In a new study published in Nature Communications, scientists have developed mirror-image monobodies targeting the BCR::ABL1 tyrosine kinase, a driver of certain types of leukemia. These findings mark a significant advancement in the development of D-protein therapeutics, which are composed of D-amino acids, offering unique advantages such as high metabolic stability and reduced immunogenicity.
The researchers employed an innovative approach to create these mirror-image monobodies. Using chemical synthesis, they first developed d-versions of the SH2 domain of BCR::ABL1, enabling the selection of L-binders from phage display libraries. These L-binders were then chemically synthesized into their mirror-image d-binders, which bind effectively to the physiological L-target. This process represents a significant step forward in creating therapeutics that are resistant to proteases and exhibit prolonged plasma stability.
Key Findings:
- High-Affinity Binding:
The synthesized d-monobodies demonstrated nanomolar binding affinities to the SH2 domain of BCR::ABL1. Their proper folding, stability, and ability to bind effectively to L-targets were confirmed through structural and functional analyses. - Unique Binding Mechanisms:
Crystal structures revealed unconventional binding modes of the monobodies, including targeting the phosphotyrosine (pY) pocket using glutamate residues. The study identified five distinct SH2 binding modes across previous and current research, highlighting the versatility and selectivity of monobody interactions. - Therapeutic Potential:
The d-monobodies inhibited BCR::ABL1 kinase activity and demonstrated their capability to bind BCR::ABL1 in both cell lysates and permeabilized cells. This opens doors to their potential application in leukemia treatment. - Efficient Synthesis Strategy:
The team developed a two-piece synthesis strategy for D-monobodies, allowing for faster development, reduced purification steps, and retained high-affinity binding. This approach could simplify the production of future d-protein therapeutics.
Broader Implications:
The study underscores the promise of monobodies as a robust platform for developing d-protein therapeutics due to their small size, lack of disulfide bonds, and adaptability to diverse target topologies.
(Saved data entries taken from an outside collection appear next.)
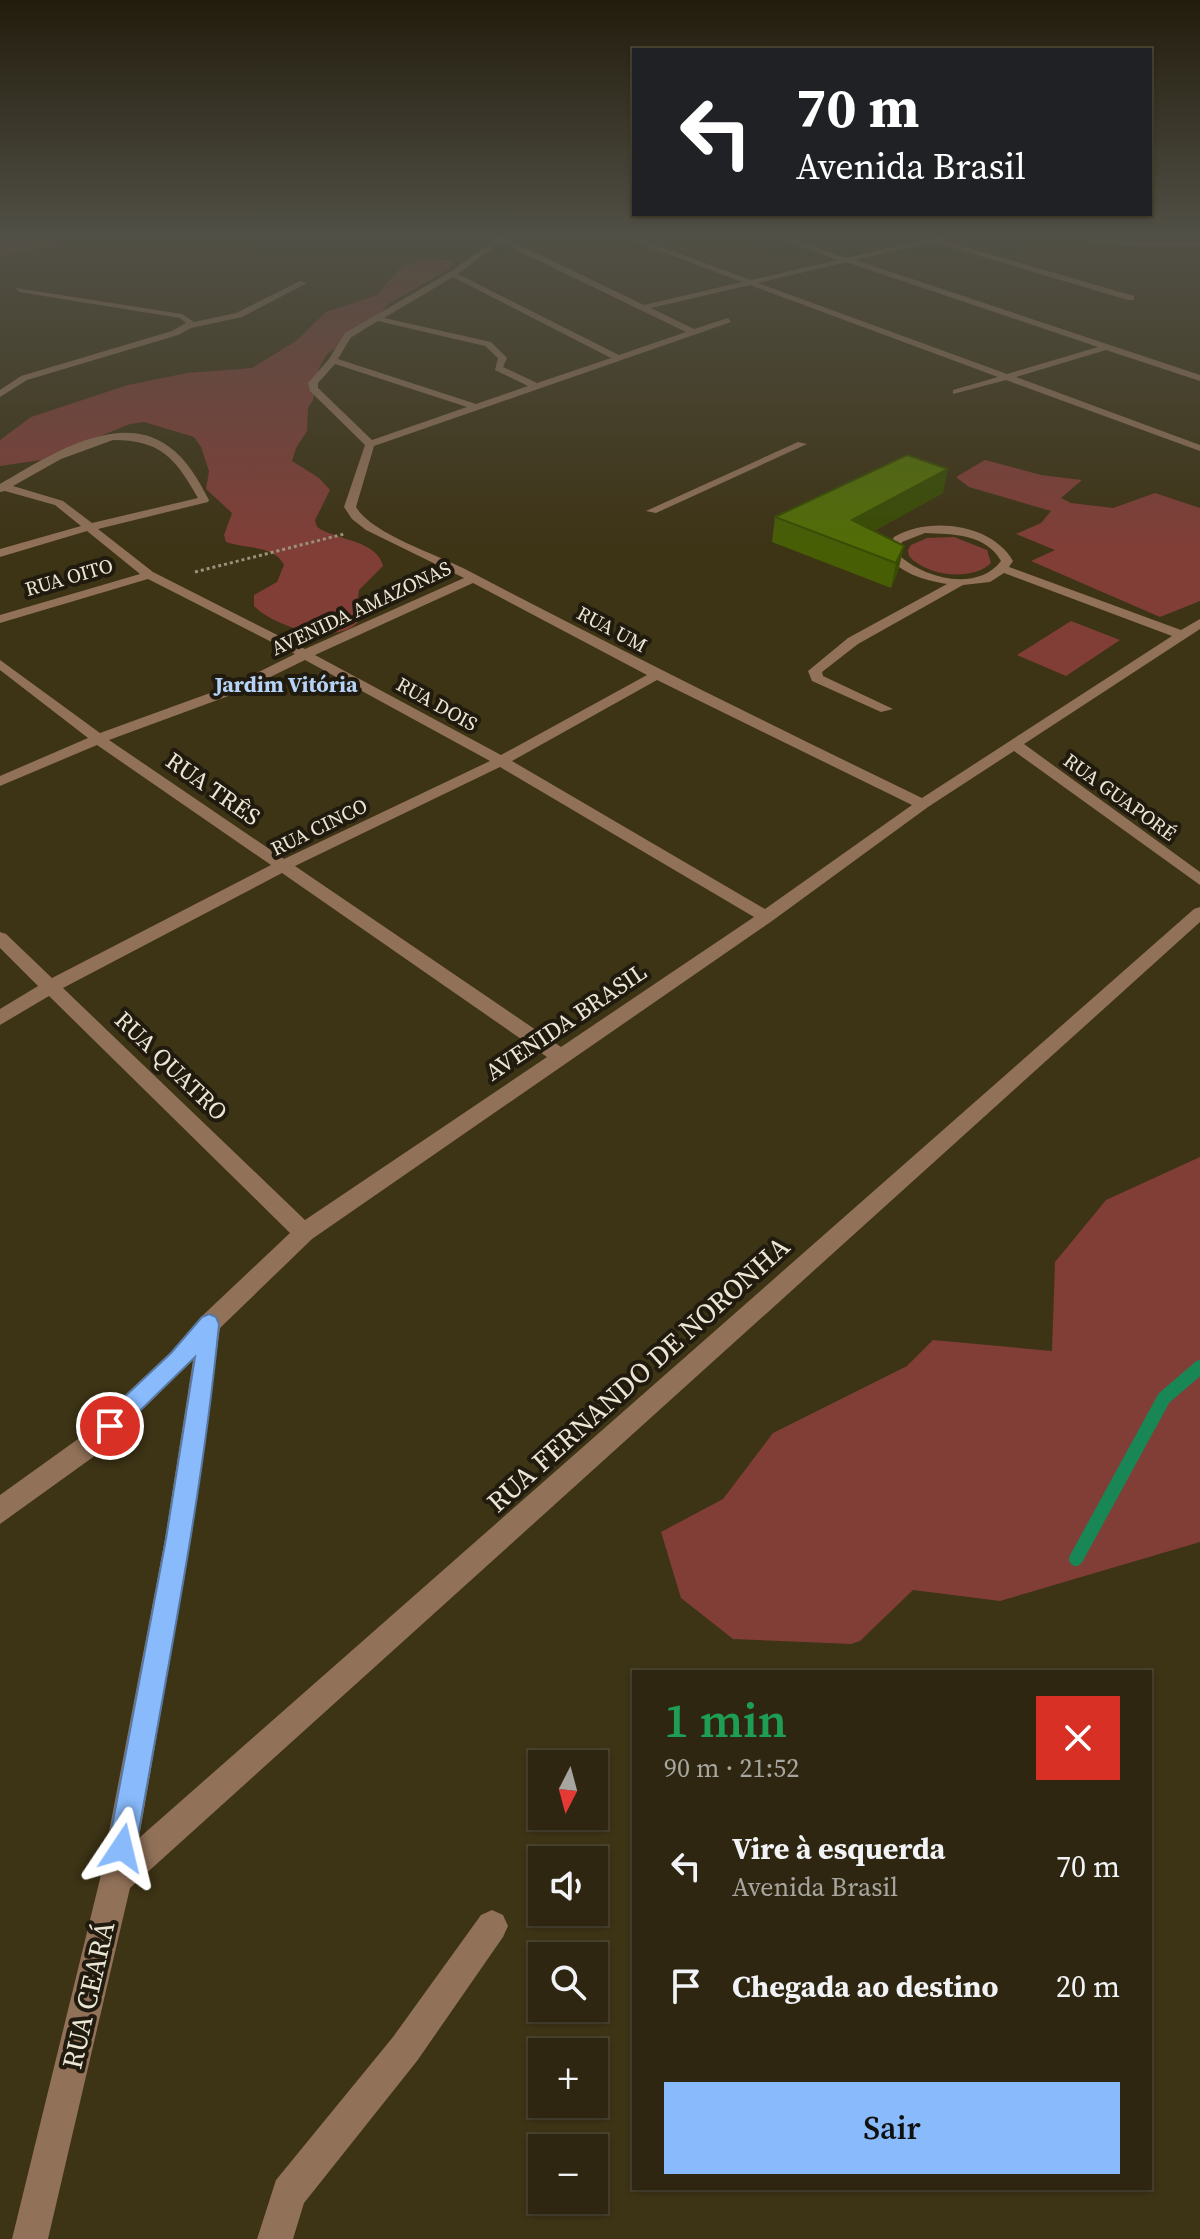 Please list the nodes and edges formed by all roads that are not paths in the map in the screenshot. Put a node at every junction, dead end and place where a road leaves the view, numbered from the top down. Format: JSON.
{"nodes":[{"id":1,"x":153,"y":339,"type":"edge"},
{"id":2,"x":345,"y":339,"type":"edge"},
{"id":3,"x":468,"y":339,"type":"edge"},
{"id":4,"x":582,"y":339,"type":"edge"},
{"id":5,"x":667,"y":339,"type":"edge"},
{"id":6,"x":903,"y":339,"type":"edge"},
{"id":7,"x":1084,"y":339,"type":"edge"},
{"id":8,"x":1106,"y":347,"type":"junction"},
{"id":9,"x":616,"y":357,"type":"junction"},
{"id":10,"x":333,"y":360,"type":"junction"},
{"id":11,"x":1007,"y":378,"type":"junction"},
{"id":12,"x":1200,"y":378,"type":"edge"},
{"id":13,"x":535,"y":386,"type":"junction"},
{"id":14,"x":956,"y":392,"type":"dead end"},
{"id":15,"x":0,"y":394,"type":"edge"},
{"id":16,"x":476,"y":407,"type":"junction"},
{"id":17,"x":370,"y":444,"type":"junction"},
{"id":18,"x":802,"y":444,"type":"dead end"},
{"id":19,"x":1200,"y":448,"type":"edge"},
{"id":20,"x":2,"y":488,"type":"edge"},
{"id":21,"x":652,"y":511,"type":"dead end"},
{"id":22,"x":87,"y":528,"type":"junction"},
{"id":23,"x":0,"y":553,"type":"edge"},
{"id":24,"x":1004,"y":569,"type":"junction"},
{"id":25,"x":154,"y":578,"type":"junction"},
{"id":26,"x":472,"y":579,"type":"junction"},
{"id":27,"x":960,"y":582,"type":"junction"},
{"id":28,"x":0,"y":619,"type":"edge"},
{"id":29,"x":1200,"y":623,"type":"edge"},
{"id":30,"x":1182,"y":635,"type":"junction"},
{"id":31,"x":306,"y":655,"type":"junction"},
{"id":32,"x":0,"y":664,"type":"edge"},
{"id":33,"x":657,"y":675,"type":"junction"},
{"id":34,"x":886,"y":709,"type":"dead end"},
{"id":35,"x":98,"y":739,"type":"junction"},
{"id":36,"x":1016,"y":745,"type":"junction"},
{"id":37,"x":501,"y":761,"type":"junction"},
{"id":38,"x":0,"y":781,"type":"edge"},
{"id":39,"x":923,"y":804,"type":"junction"},
{"id":40,"x":282,"y":866,"type":"junction"},
{"id":41,"x":1200,"y":880,"type":"edge"},
{"id":42,"x":1200,"y":913,"type":"edge"},
{"id":43,"x":766,"y":917,"type":"junction"},
{"id":44,"x":0,"y":938,"type":"edge"},
{"id":45,"x":52,"y":986,"type":"junction"},
{"id":46,"x":0,"y":1018,"type":"edge"},
{"id":47,"x":560,"y":1056,"type":"junction"},
{"id":48,"x":304,"y":1233,"type":"junction"},
{"id":49,"x":209,"y":1324,"type":"junction"},
{"id":50,"x":0,"y":1511,"type":"edge"},
{"id":51,"x":116,"y":1879,"type":"junction"},
{"id":52,"x":492,"y":1926,"type":"dead end"},
{"id":53,"x":30,"y":2239,"type":"edge"},
{"id":54,"x":275,"y":2239,"type":"edge"}],
"edges":[{"from":1,"to":15,"type":"street"},
{"from":2,"to":10,"type":"street"},
{"from":3,"to":13,"type":"street"},
{"from":4,"to":9,"type":"street"},
{"from":5,"to":9,"type":"street"},
{"from":6,"to":11,"type":"street"},
{"from":7,"to":8,"type":"street"},
{"from":8,"to":11,"type":"street"},
{"from":8,"to":12,"type":"street"},
{"from":9,"to":13,"type":"street"},
{"from":10,"to":16,"type":"street"},
{"from":10,"to":17,"type":"street"},
{"from":11,"to":14,"type":"street"},
{"from":11,"to":19,"type":"street"},
{"from":13,"to":16,"type":"street"},
{"from":16,"to":17,"type":"street"},
{"from":17,"to":26,"type":"street","name":"RUA UM"},
{"from":18,"to":21,"type":"street"},
{"from":20,"to":22,"type":"street","name":"RUA DOIS"},
{"from":20,"to":22,"type":"street"},
{"from":22,"to":23,"type":"street"},
{"from":22,"to":25,"type":"street","name":"RUA DOIS"},
{"from":24,"to":27,"type":"street"},
{"from":24,"to":27,"type":"street"},
{"from":24,"to":30,"type":"street"},
{"from":25,"to":28,"type":"street","name":"RUA OITO"},
{"from":25,"to":31,"type":"street","name":"RUA DOIS"},
{"from":26,"to":31,"type":"street","name":"AVENIDA AMAZONAS"},
{"from":26,"to":33,"type":"street","name":"RUA UM"},
{"from":27,"to":34,"type":"street"},
{"from":29,"to":30,"type":"street","name":"AVENIDA BRASIL"},
{"from":30,"to":36,"type":"street","name":"AVENIDA BRASIL"},
{"from":31,"to":35,"type":"street","name":"AVENIDA AMAZONAS"},
{"from":31,"to":37,"type":"street","name":"RUA DOIS"},
{"from":32,"to":35,"type":"street","name":"RUA TRÊS"},
{"from":33,"to":37,"type":"street","name":"RUA CINCO"},
{"from":33,"to":39,"type":"street","name":"RUA UM"},
{"from":35,"to":38,"type":"street","name":"AVENIDA AMAZONAS"},
{"from":35,"to":40,"type":"street","name":"RUA TRÊS"},
{"from":36,"to":39,"type":"street","name":"AVENIDA BRASIL"},
{"from":36,"to":41,"type":"street","name":"RUA GUAPORÉ"},
{"from":37,"to":40,"type":"street","name":"RUA CINCO"},
{"from":37,"to":43,"type":"street","name":"RUA DOIS"},
{"from":39,"to":43,"type":"street","name":"AVENIDA BRASIL"},
{"from":40,"to":45,"type":"street","name":"RUA CINCO"},
{"from":40,"to":47,"type":"street","name":"RUA TRÊS"},
{"from":42,"to":51,"type":"street","name":"RUA FERNANDO DE NORONHA"},
{"from":43,"to":47,"type":"street","name":"AVENIDA BRASIL"},
{"from":44,"to":45,"type":"street","name":"RUA QUATRO"},
{"from":45,"to":46,"type":"street","name":"RUA CINCO"},
{"from":45,"to":48,"type":"street","name":"RUA QUATRO"},
{"from":47,"to":48,"type":"street","name":"AVENIDA BRASIL"},
{"from":48,"to":49,"type":"street","name":"AVENIDA BRASIL"},
{"from":49,"to":50,"type":"street","name":"AVENIDA BRASIL"},
{"from":49,"to":51,"type":"street","name":"RUA CEARÁ"},
{"from":51,"to":53,"type":"street","name":"RUA CEARÁ"},
{"from":52,"to":54,"type":"street"}]} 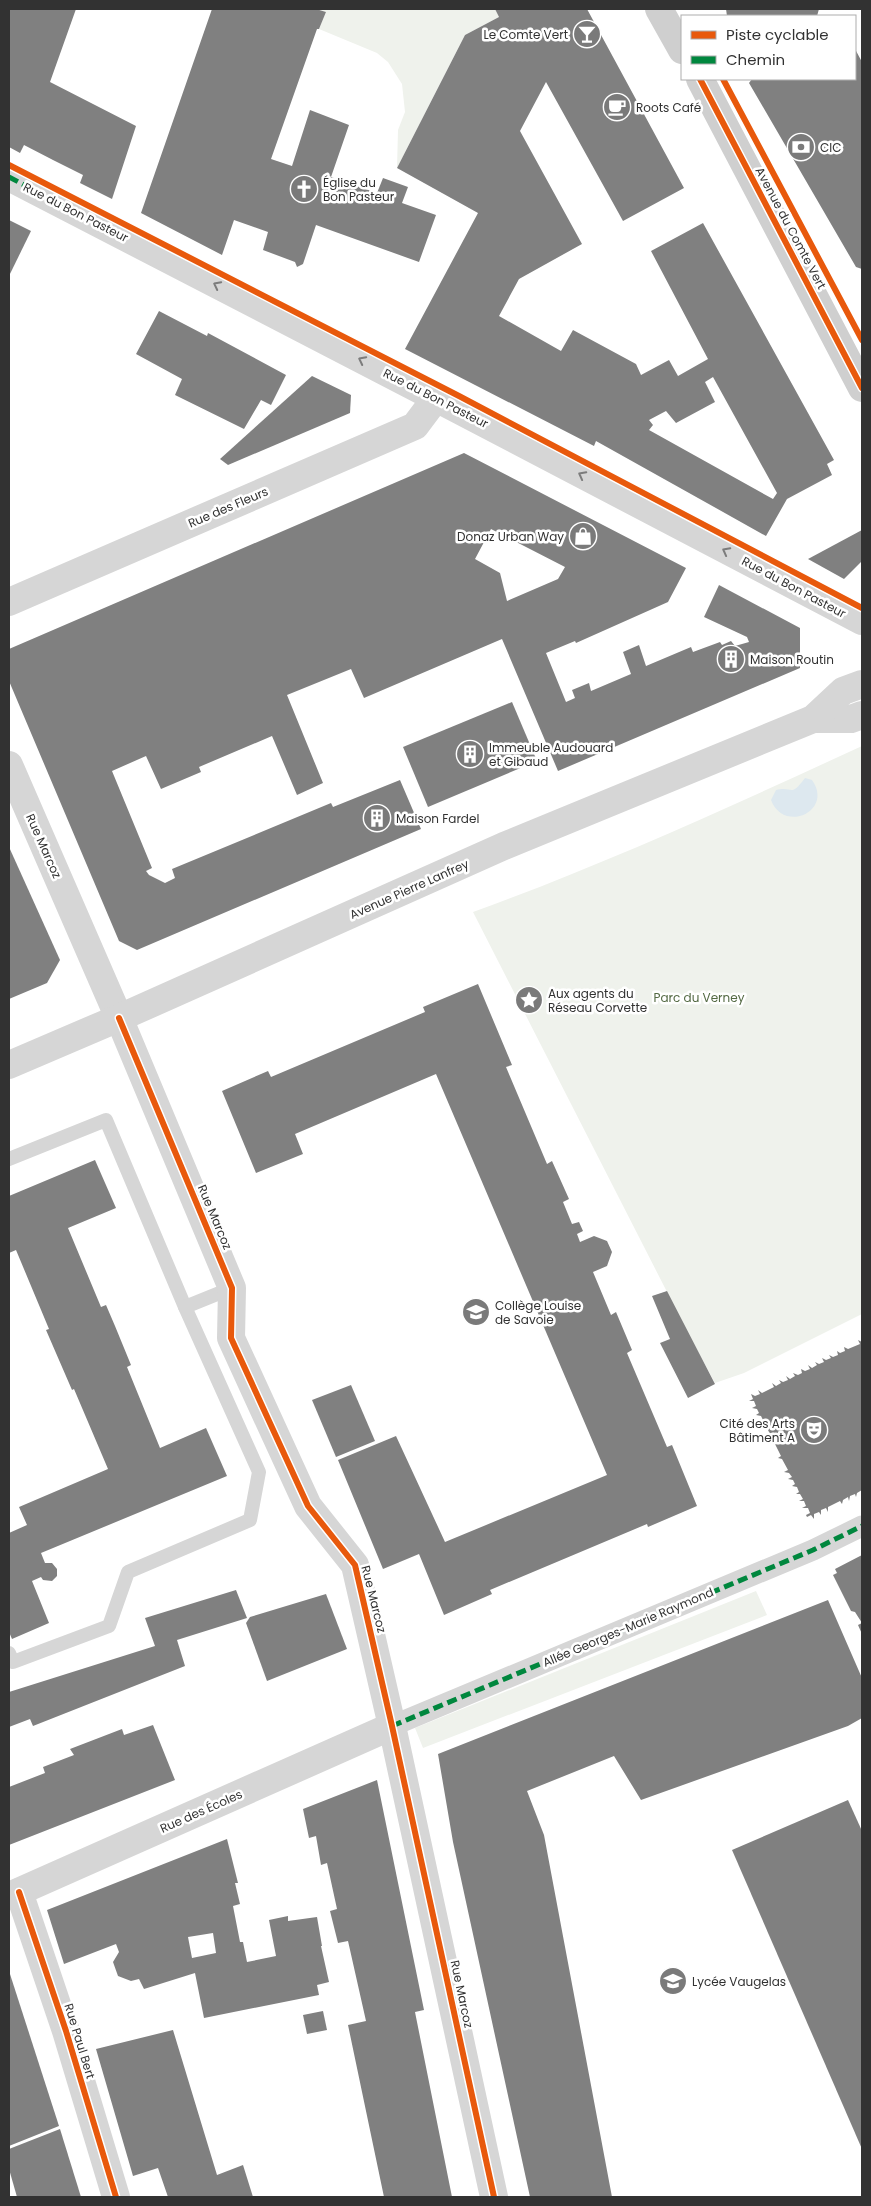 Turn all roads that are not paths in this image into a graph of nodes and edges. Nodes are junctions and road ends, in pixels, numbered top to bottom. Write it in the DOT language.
graph roads {
  1 [pos="659,9"];
  2 [pos="681,48"];
  3 [pos="701,80"];
  4 [pos="9,177"];
  5 [pos="862,388"];
  6 [pos="436,398"];
  7 [pos="9,602"];
  8 [pos="862,621"];
  9 [pos="862,684"];
  10 [pos="862,715"];
  11 [pos="813,719"];
  12 [pos="9,765"];
  13 [pos="119,1018"];
  14 [pos="9,1065"];
  15 [pos="9,1159"];
  16 [pos="232,1288"];
  17 [pos="185,1307"];
  18 [pos="862,1526"];
  19 [pos="9,1653"];
  20 [pos="392,1726"];
  21 [pos="14,1894"];
  22 [pos="116,2197"];
  23 [pos="494,2197"];
  1 -- 2 [label="main road"];
  3 -- 5 [label="main road, Avenue du Comte Vert"];
  6 -- 4 [label="street, Rue du Bon Pasteur, one-way"];
  6 -- 7 [label="street, Rue des Fleurs"];
  8 -- 6 [label="street, Rue du Bon Pasteur, one-way"];
  9 -- 11 [label="street, Avenue Pierre Lanfrey"];
  10 -- 11 [label="street, Avenue Pierre Lanfrey"];
  11 -- 13 [label="street, Avenue Pierre Lanfrey"];
  12 -- 13 [label="street, Rue Marcoz"];
  13 -- 14 [label="street, Avenue Pierre Lanfrey"];
  13 -- 16 [label="street, Rue Marcoz"];
  15 -- 17 [label="lane"];
  16 -- 17 [label="lane"];
  16 -- 20 [label="street, Rue Marcoz"];
  17 -- 19 [label="lane"];
  18 -- 20 [label="street, Allée Georges-Marie Raymond"];
  20 -- 21 [label="street, Rue des Écoles"];
  20 -- 23 [label="street, Rue Marcoz"];
  21 -- 22 [label="street, Rue Paul Bert"];
}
Additionally, the researchers highlighted the potential of mirror-image biological systems, pointing to advances in synthesizing mirror-image DNA polymerases, RNA polymerases, and ribosomes, which could eventually enable self-replicating mirror-image biological systems.
Future Directions:
Key next steps involve investigating the pharmacokinetics and biodistribution of D-monobodies in vivo, optimizing intracellular delivery methods, and exploring their stability in cellular environments. The team is also working on recombinant “supercharged” L-monobodies for cellular delivery, aiming to translate these findings into clinical applications.
This study represents a pivotal advance in mirror-image protein therapeutics, paving the way for innovative cancer treatments and expanding the therapeutic possibilities for targeting previously challenging molecules.